What these teams need most:
- Coverage tooling. MC/DC reports that assessors accept.
- A specification that tracks stable releases. So safety cases can reference current language features via the FLS.
- Continued progress on
unsafedocumentation. The Reference, Rustonomicon, and standard library docs have improved substantially over the years, but gaps remain for common patterns. - Stable foundations. Product lifetimes of 10-20 years require confidence in toolchain support and MSRV conventions.
Teams at SIL 2 and ASIL B are shipping Rust today. These deliverables reduce the workarounds they need and create a path to higher integrity levels.
What we are shooting for
We are building a capability ladder that unlocks Rust at increasing safety-integrity levels. The 2026 focus is the foundation, while keeping a clear path to higher tiers.

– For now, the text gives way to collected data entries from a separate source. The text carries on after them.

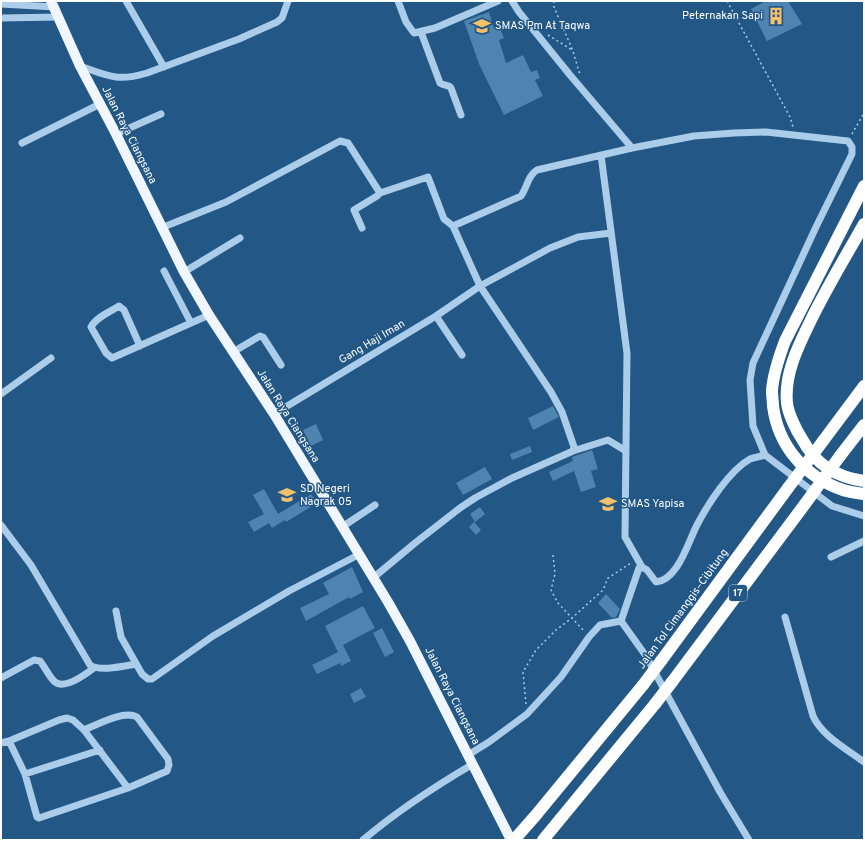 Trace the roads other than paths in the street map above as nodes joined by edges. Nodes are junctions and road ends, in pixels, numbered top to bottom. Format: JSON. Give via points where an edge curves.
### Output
{"nodes":[{"id":1,"x":126,"y":1,"type":"edge"},
{"id":2,"x":288,"y":1,"type":"edge"},
{"id":3,"x":398,"y":1,"type":"edge"},
{"id":4,"x":498,"y":1,"type":"edge"},
{"id":5,"x":512,"y":1,"type":"edge"},
{"id":6,"x":1,"y":4,"type":"edge"},
{"id":7,"x":54,"y":6,"type":"edge"},
{"id":8,"x":1,"y":18,"type":"edge"},
{"id":9,"x":421,"y":32,"type":"junction"},
{"id":10,"x":80,"y":66,"type":"junction"},
{"id":11,"x":164,"y":67,"type":"junction"},
{"id":12,"x":100,"y":104,"type":"junction"},
{"id":13,"x":161,"y":114,"type":"dead end"},
{"id":14,"x":461,"y":115,"type":"dead end"},
{"id":15,"x":116,"y":134,"type":"junction"},
{"id":16,"x":22,"y":143,"type":"dead end"},
{"id":17,"x":632,"y":148,"type":"junction"},
{"id":18,"x":601,"y":155,"type":"junction"},
{"id":19,"x":864,"y":186,"type":"edge"},
{"id":20,"x":380,"y":193,"type":"junction"},
{"id":21,"x":864,"y":224,"type":"edge"},
{"id":22,"x":453,"y":226,"type":"junction"},
{"id":23,"x":161,"y":228,"type":"junction"},
{"id":24,"x":362,"y":228,"type":"dead end"},
{"id":25,"x":611,"y":233,"type":"junction"},
{"id":26,"x":240,"y":238,"type":"dead end"},
{"id":27,"x":164,"y":271,"type":"dead end"},
{"id":28,"x":184,"y":272,"type":"junction"},
{"id":29,"x":480,"y":286,"type":"junction"},
{"id":30,"x":209,"y":315,"type":"junction"},
{"id":31,"x":436,"y":316,"type":"junction"},
{"id":32,"x":191,"y":323,"type":"junction"},
{"id":33,"x":140,"y":346,"type":"junction"},
{"id":34,"x":233,"y":352,"type":"junction"},
{"id":35,"x":462,"y":355,"type":"dead end"},
{"id":36,"x":52,"y":358,"type":"dead end"},
{"id":37,"x":281,"y":364,"type":"dead end"},
{"id":38,"x":864,"y":386,"type":"edge"},
{"id":39,"x":1,"y":394,"type":"edge"},
{"id":40,"x":274,"y":414,"type":"junction"},
{"id":41,"x":864,"y":426,"type":"edge"},
{"id":42,"x":572,"y":451,"type":"junction"},
{"id":43,"x":626,"y":451,"type":"junction"},
{"id":44,"x":765,"y":455,"type":"junction"},
{"id":45,"x":864,"y":481,"type":"edge"},
{"id":46,"x":864,"y":494,"type":"edge"},
{"id":47,"x":375,"y":505,"type":"dead end"},
{"id":48,"x":864,"y":516,"type":"edge"},
{"id":49,"x":1,"y":525,"type":"edge"},
{"id":50,"x":342,"y":527,"type":"junction"},
{"id":51,"x":864,"y":541,"type":"edge"},
{"id":52,"x":358,"y":555,"type":"junction"},
{"id":53,"x":831,"y":557,"type":"dead end"},
{"id":54,"x":642,"y":567,"type":"junction"},
{"id":55,"x":373,"y":578,"type":"junction"},
{"id":56,"x":116,"y":611,"type":"dead end"},
{"id":57,"x":785,"y":617,"type":"dead end"},
{"id":58,"x":621,"y":621,"type":"junction"},
{"id":59,"x":136,"y":664,"type":"junction"},
{"id":60,"x":94,"y":668,"type":"junction"},
{"id":61,"x":1,"y":678,"type":"edge"},
{"id":62,"x":84,"y":730,"type":"junction"},
{"id":63,"x":9,"y":741,"type":"junction"},
{"id":64,"x":1,"y":743,"type":"edge"},
{"id":65,"x":100,"y":750,"type":"junction"},
{"id":66,"x":471,"y":760,"type":"junction"},
{"id":67,"x":864,"y":762,"type":"edge"},
{"id":68,"x":25,"y":774,"type":"junction"},
{"id":69,"x":128,"y":788,"type":"junction"},
{"id":70,"x":363,"y":840,"type":"edge"},
{"id":71,"x":512,"y":840,"type":"edge"},
{"id":72,"x":543,"y":840,"type":"edge"},
{"id":73,"x":749,"y":840,"type":"edge"}],
"edges":[{"from":1,"to":11,"type":"street"},
{"from":2,"to":11,"type":"street","via":[[282,18],[277,22]]},
{"from":3,"to":9,"type":"street","via":[[406,22],[414,33]]},
{"from":4,"to":9,"type":"street"},
{"from":5,"to":17,"type":"street"},
{"from":6,"to":7,"type":"street"},
{"from":7,"to":8,"type":"street"},
{"from":7,"to":10,"type":"main road","name":"Jalan Raya Ciangsana"},
{"from":9,"to":14,"type":"street","via":[[440,83],[451,88]]},
{"from":10,"to":11,"type":"street","via":[[118,78],[134,77]]},
{"from":10,"to":12,"type":"main road","name":"Jalan Raya Ciangsana"},
{"from":12,"to":15,"type":"main road","name":"Jalan Raya Ciangsana"},
{"from":12,"to":16,"type":"street"},
{"from":13,"to":15,"type":"street"},
{"from":15,"to":23,"type":"main road","name":"Jalan Raya Ciangsana"},
{"from":17,"to":18,"type":"street"},
{"from":17,"to":44,"type":"street","via":[[694,136],[766,132],[848,141],[852,147],[852,154],[753,363],[750,380],[753,426]]},
{"from":18,"to":22,"type":"street","via":[[535,171],[521,196]]},
{"from":18,"to":25,"type":"street"},
{"from":19,"to":46,"type":"highway","via":[[785,341],[776,367],[772,391],[775,418],[785,445],[798,462],[817,477],[843,490]]},
{"from":20,"to":22,"type":"street","via":[[428,177],[444,219]]},
{"from":20,"to":23,"type":"street","via":[[348,143],[340,141],[226,202]]},
{"from":20,"to":24,"type":"street","via":[[354,210]]},
{"from":21,"to":45,"type":"highway","via":[[823,294],[797,350],[788,378],[787,404],[808,451],[824,467],[847,478]]},
{"from":22,"to":29,"type":"street"},
{"from":23,"to":28,"type":"main road","name":"Jalan Raya Ciangsana"},
{"from":25,"to":29,"type":"street","name":"Gang Haji Iman","via":[[578,237],[550,248]]},
{"from":25,"to":43,"type":"street","via":[[626,353]]},
{"from":26,"to":28,"type":"street"},
{"from":27,"to":32,"type":"street"},
{"from":28,"to":30,"type":"main road","name":"Jalan Raya Ciangsana"},
{"from":29,"to":31,"type":"street","name":"Gang Haji Iman"},
{"from":29,"to":42,"type":"street","via":[[551,392],[562,412],[574,447]]},
{"from":30,"to":32,"type":"street"},
{"from":30,"to":34,"type":"main road","name":"Jalan Raya Ciangsana"},
{"from":31,"to":35,"type":"street"},
{"from":31,"to":40,"type":"street","name":"Gang Haji Iman"},
{"from":32,"to":33,"type":"street"},
{"from":33,"to":33,"type":"street","via":[[112,358],[106,353],[91,325],[119,306],[122,307]]},
{"from":34,"to":37,"type":"street","via":[[260,336]]},
{"from":34,"to":40,"type":"main road","name":"Jalan Raya Ciangsana"},
{"from":36,"to":39,"type":"street"},
{"from":38,"to":71,"type":"highway","name":"Jalan Tol Cimanggis–Cibitung","number":"17","bridge":true,"via":[[643,685],[536,816]]},
{"from":40,"to":50,"type":"main road","name":"Jalan Raya Ciangsana"},
{"from":41,"to":72,"type":"highway","number":"17","bridge":true,"via":[[655,704]]},
{"from":42,"to":43,"type":"street","via":[[608,440]]},
{"from":42,"to":55,"type":"street","via":[[475,498]]},
{"from":43,"to":54,"type":"street","via":[[625,537]]},
{"from":44,"to":48,"type":"street","via":[[832,506]]},
{"from":44,"to":54,"type":"street","via":[[751,459],[731,475],[697,524],[670,576],[656,582]]},
{"from":47,"to":50,"type":"street"},
{"from":49,"to":60,"type":"street","via":[[31,565]]},
{"from":50,"to":52,"type":"main road","name":"Jalan Raya Ciangsana"},
{"from":51,"to":53,"type":"street"},
{"from":52,"to":55,"type":"main road","name":"Jalan Raya Ciangsana"},
{"from":52,"to":59,"type":"street","via":[[289,591],[213,636],[152,679],[146,678]]},
{"from":54,"to":58,"type":"street","via":[[639,568]]},
{"from":55,"to":66,"type":"main road","name":"Jalan Raya Ciangsana","via":[[410,641]]},
{"from":56,"to":59,"type":"street","via":[[121,637]]},
{"from":57,"to":67,"type":"street","via":[[816,722],[826,733]]},
{"from":58,"to":66,"type":"street","via":[[600,625],[561,678],[527,714]]},
{"from":58,"to":73,"type":"street","via":[[646,656]]},
{"from":59,"to":60,"type":"street"},
{"from":60,"to":61,"type":"street","via":[[76,681],[59,684],[40,661],[34,660]]},
{"from":62,"to":63,"type":"street","via":[[74,720],[63,719]]},
{"from":62,"to":65,"type":"street"},
{"from":62,"to":69,"type":"street","via":[[129,714],[137,717],[169,765],[167,771]]},
{"from":63,"to":64,"type":"street"},
{"from":63,"to":68,"type":"street"},
{"from":65,"to":68,"type":"street"},
{"from":65,"to":69,"type":"street"},
{"from":66,"to":70,"type":"street","via":[[442,783],[389,818]]},
{"from":66,"to":71,"type":"main road","name":"Jalan Raya Ciangsana","via":[[500,821]]},
{"from":68,"to":69,"type":"street","via":[[37,817],[40,818]]}]}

- Foundation (ASIL A/B, SIL 1/2, DO-178C Level C). Stable branch/DC coverage baselines and predictable FLS releases, plus initial safety-critical linting to enforce Safety-Critical Rust Consortium coding standards.
- Intermediate (ASIL C, SIL 3, DO-178C Level B). Normative
unsafepattern documentation and expanded lint coverage, with coordination for mixed-language interop and async runtime patterns. - Highest integrity (ASIL D, SIL 4, DO-178C Level A). MC/DC coverage in rustc and formal-methods coordination toward contracts, semantics documentation, and verified tooling.
Key use cases
- Certification evidence: Generate coverage and spec references that auditors accept.

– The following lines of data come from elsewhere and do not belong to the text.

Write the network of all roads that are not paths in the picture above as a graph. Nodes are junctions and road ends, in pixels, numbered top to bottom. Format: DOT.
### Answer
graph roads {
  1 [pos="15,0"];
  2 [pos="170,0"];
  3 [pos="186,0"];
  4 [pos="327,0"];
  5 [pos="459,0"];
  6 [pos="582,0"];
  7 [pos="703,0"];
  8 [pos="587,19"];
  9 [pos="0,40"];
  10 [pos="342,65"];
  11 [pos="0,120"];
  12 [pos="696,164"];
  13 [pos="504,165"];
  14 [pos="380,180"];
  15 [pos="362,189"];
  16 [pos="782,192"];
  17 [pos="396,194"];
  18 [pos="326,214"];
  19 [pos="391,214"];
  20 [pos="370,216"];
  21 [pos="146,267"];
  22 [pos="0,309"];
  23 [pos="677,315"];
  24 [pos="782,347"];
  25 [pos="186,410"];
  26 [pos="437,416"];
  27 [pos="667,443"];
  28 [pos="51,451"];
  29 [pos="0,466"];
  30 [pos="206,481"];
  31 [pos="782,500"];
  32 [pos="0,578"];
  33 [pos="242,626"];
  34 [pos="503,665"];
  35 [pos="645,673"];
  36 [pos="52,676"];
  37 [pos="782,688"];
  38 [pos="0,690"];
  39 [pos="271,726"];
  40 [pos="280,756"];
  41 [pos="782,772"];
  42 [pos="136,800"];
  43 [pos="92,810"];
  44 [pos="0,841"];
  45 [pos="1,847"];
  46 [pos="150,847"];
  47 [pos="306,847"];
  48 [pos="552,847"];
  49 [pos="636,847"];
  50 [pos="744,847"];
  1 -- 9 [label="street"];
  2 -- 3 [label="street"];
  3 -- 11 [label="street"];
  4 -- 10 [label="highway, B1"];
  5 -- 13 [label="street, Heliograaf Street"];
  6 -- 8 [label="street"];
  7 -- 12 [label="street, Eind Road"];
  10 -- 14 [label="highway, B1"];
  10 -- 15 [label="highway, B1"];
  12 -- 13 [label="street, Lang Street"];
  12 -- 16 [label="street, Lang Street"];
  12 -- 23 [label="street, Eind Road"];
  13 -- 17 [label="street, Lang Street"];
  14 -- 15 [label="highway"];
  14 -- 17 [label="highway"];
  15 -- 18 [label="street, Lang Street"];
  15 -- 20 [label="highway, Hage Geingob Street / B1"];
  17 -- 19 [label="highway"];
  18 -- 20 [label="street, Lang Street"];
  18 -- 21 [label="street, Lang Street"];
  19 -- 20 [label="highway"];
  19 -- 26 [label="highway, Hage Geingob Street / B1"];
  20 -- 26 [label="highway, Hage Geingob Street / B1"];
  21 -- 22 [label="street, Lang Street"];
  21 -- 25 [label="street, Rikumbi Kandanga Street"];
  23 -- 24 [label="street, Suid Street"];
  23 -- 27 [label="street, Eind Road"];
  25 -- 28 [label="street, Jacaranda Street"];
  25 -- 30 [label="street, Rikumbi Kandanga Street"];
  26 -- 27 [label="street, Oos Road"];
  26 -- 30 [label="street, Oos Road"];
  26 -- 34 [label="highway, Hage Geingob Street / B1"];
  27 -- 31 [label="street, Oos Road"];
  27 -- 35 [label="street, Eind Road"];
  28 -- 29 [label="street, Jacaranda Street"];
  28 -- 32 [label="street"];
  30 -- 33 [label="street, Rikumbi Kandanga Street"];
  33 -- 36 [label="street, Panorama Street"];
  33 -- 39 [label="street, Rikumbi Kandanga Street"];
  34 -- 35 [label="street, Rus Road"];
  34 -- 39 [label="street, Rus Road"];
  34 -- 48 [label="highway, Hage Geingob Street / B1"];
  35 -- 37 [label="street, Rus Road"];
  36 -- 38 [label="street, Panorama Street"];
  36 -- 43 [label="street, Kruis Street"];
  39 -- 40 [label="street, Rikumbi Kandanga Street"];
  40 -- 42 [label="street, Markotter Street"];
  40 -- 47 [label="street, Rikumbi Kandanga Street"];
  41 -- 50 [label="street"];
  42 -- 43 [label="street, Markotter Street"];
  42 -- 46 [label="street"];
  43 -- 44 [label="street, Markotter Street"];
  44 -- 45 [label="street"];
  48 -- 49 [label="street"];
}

- Qualified toolchains: Tool vendors can qualify rustc/Clippy with predictable releases and lint sets.
- Mixed-language systems: Integrate Rust into C and C++ stacks with well-defined
unsafecontracts. - Long-lived products: Maintain 10-20 year systems with stable MSRV and documentation baselines.
Design axioms
- Evidence first. Prioritize deliverables that produce audit-ready evidence.
- Use standard tooling. Improve rustc, Clippy, and core docs rather than forks.
- Ship a ladder. Foundations first, with an explicit path to higher integrity levels.
- Document safety contracts.
unsafepatterns must have normative, citable guidance.
2026 goals
| Goal | Point of contact | Task Owners and Champions |
|---|---|---|
| Implement and Maintain MC/DC Coverage Support | @RenjiSann | |
Normative Documentation for Sound unsafe Rust | Pete LeVasseur | Ralf Jung (opsem) |
| Establish a Spot for Safety-Critical Lints in Clippy | Pete LeVasseur | |
| Stabilize FLS Release Cadence | Pete LeVasseur |
Frequently asked questions
How do these goals relate to each other?
They form a coherent evidence chain: FLS releases provide a citable specification, unsafe documentation defines safety contracts, Clippy lints enforce coding guidelines, and MC/DC coverage produces the evidence required at the highest integrity levels.
Does this certify Rust for safety-critical use?
No. Certification is per product and toolchain. These goals deliver the foundations that make qualification and certification feasible without bespoke tooling.
Why focus on foundations in 2026?
Teams at lower integrity levels are already shipping Rust and need practical improvements now. The foundation work also makes the higher-integrity goals achievable later.